Placing new piers underneath the existing bridge also proved a challenge. Drilled shaft foundations are typically used in Oklahoma, but the equipment used for shaft construction cannot fit under the existing bridge. For this reason, the drilled shafts are designed outside of the existing bridge's footprint, and long-span pier caps will be utilized. Using long-span pier caps in the traditional rectangular configuration are not the most structurally efficient; therefore a T-Beam configuration will be utilized to increase capacity and structural efficiency.
"By using a T-beam type of design, we are able to save about $50,000 in total construction costs," Langhammer said.
At the bridge's ends, driven piling would typically be utilized to resist dead, live, earth pressure, braking and wind loads. Again, equipment used in piling installation will not fit under the existing bridge. This resulted in positioning the new abutments in front of the existing ones, allowing for their construction while the existing bridge is in service. This configuration required specific design strategies related to lateral earth pressure. Similar to the piers, drilled shaft foundations will be constructed outside of the existing bridge's footprint. For this configuration, lateral earth pressures and the potential for excessive lateral deflections had to be accounted for. To reduce the earth pressures and assist in constructability, a soil nail wall will be utilized at abutment locations.
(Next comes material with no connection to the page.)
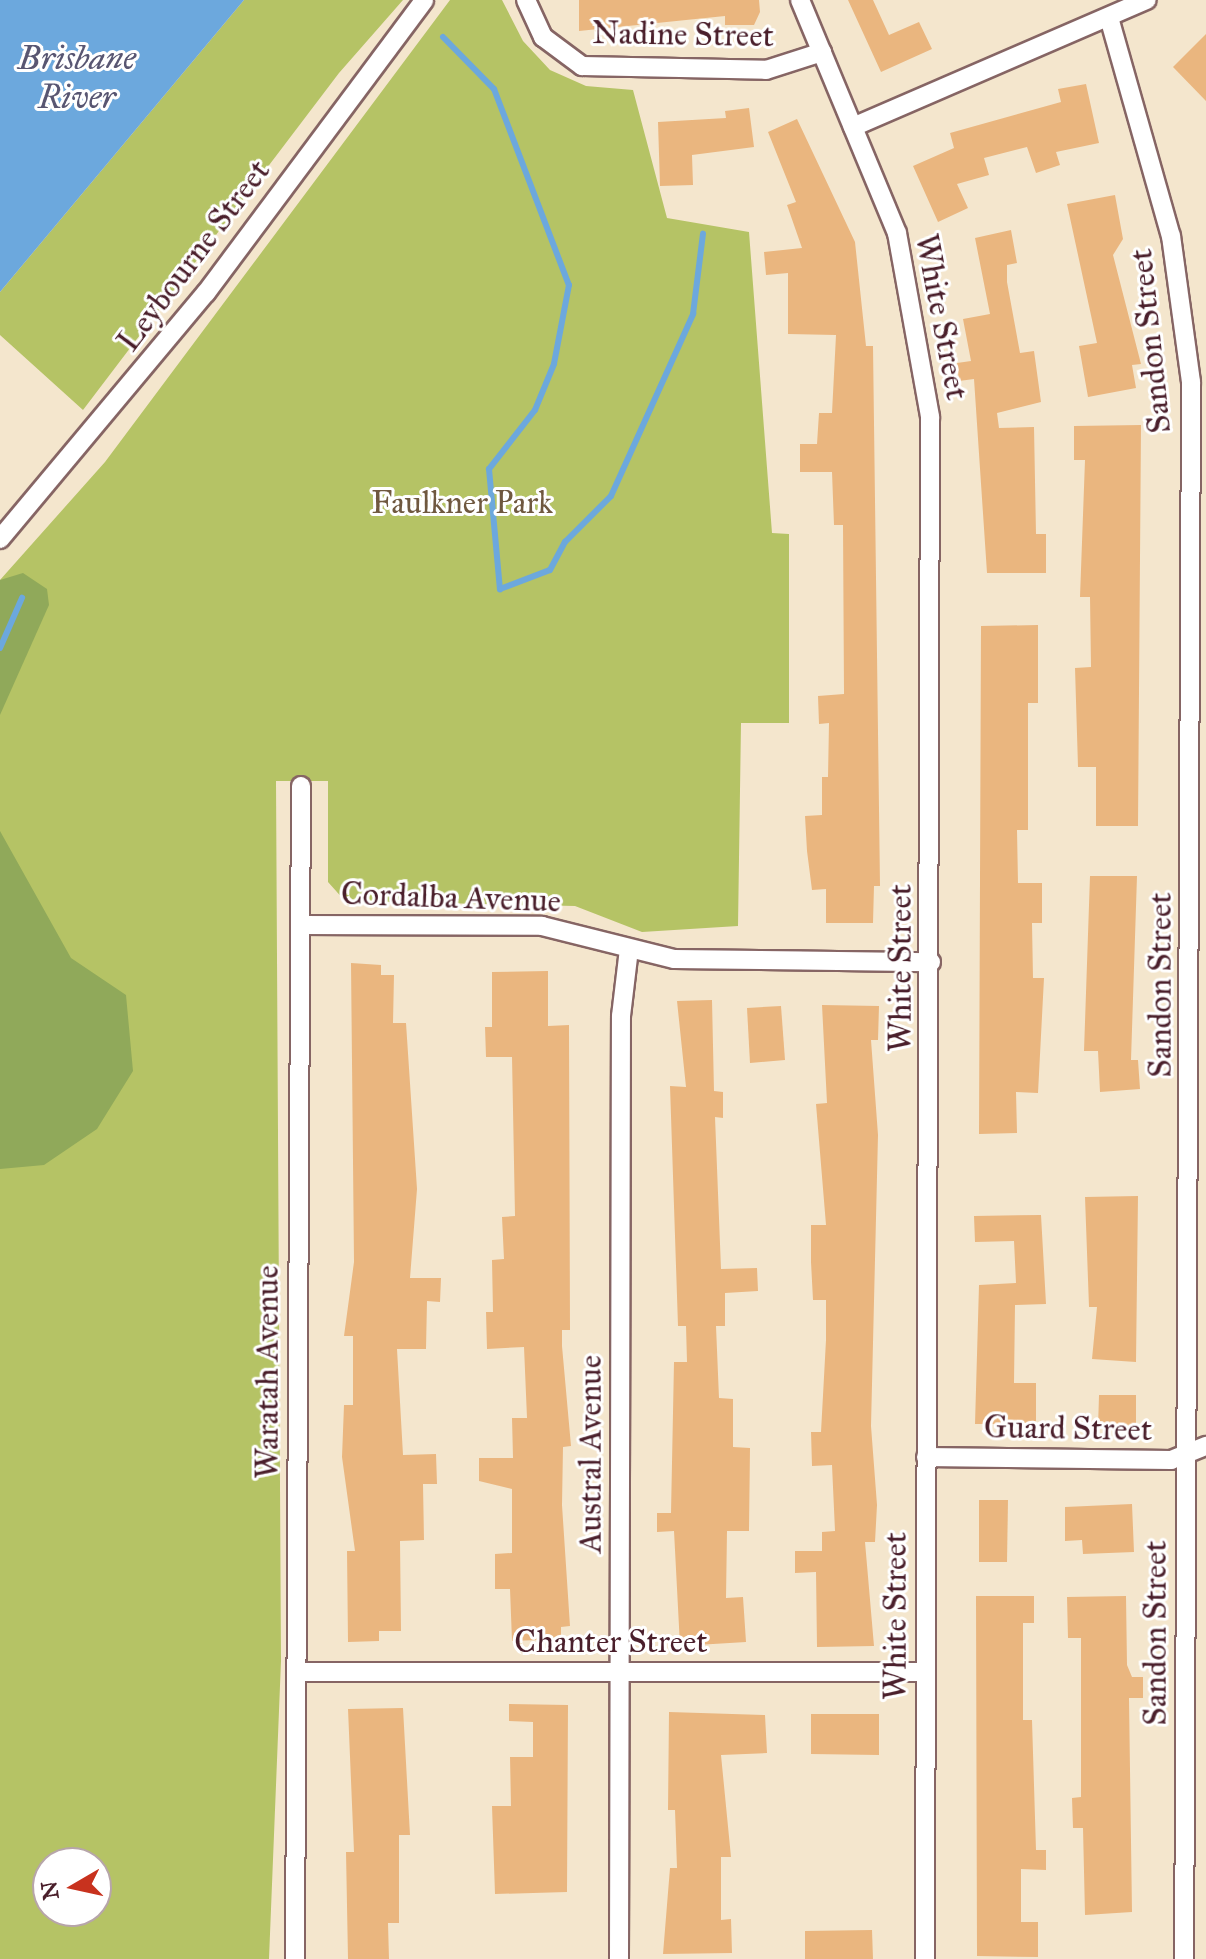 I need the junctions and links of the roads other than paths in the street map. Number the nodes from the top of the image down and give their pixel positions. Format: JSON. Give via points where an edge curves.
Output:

Due to tall embankments around the creek crossing as well as limited space for transport equipment, the transverse sliding method is best suited for the site.
"The transverse sliding/skidding system is often utilized for structures over rivers where adjacent construction will not impact traffic and where it's not viable to transport in prefabricated pieces," said Langhammer.
Building the bridge will occur in two phases. The first phase involves constructing the substructure elements under the existing bridge and the superstructure on temporary supports adjacent to the existing bridge. Once complete, the second phase requires closing and detouring traffic on State Highway 51, removing the old bridge, sliding the new bridge spans onto the support structures, and performing the final bridge and pavement connections.
"Once the substructure is constructed under the bridge and temporary structures are built outside the bridge, the contractor will build the new bridge on the temporary supports and lay the tracks and rollers for the slide," Langhammer said. "After the detour is installed and the existing bridge is demolished, they'll slide the new bridge into place. There are rollers underneath each span that run along the special track system, and the bridge will be pulled with hydraulic jacks. Essentially, this concept can be thought of as a drawer slide."
After the new spans are in place, the roadway approach pavements will be completed. "In less than three weeks of closure time, normal traffic operations should resume," Langhammer said.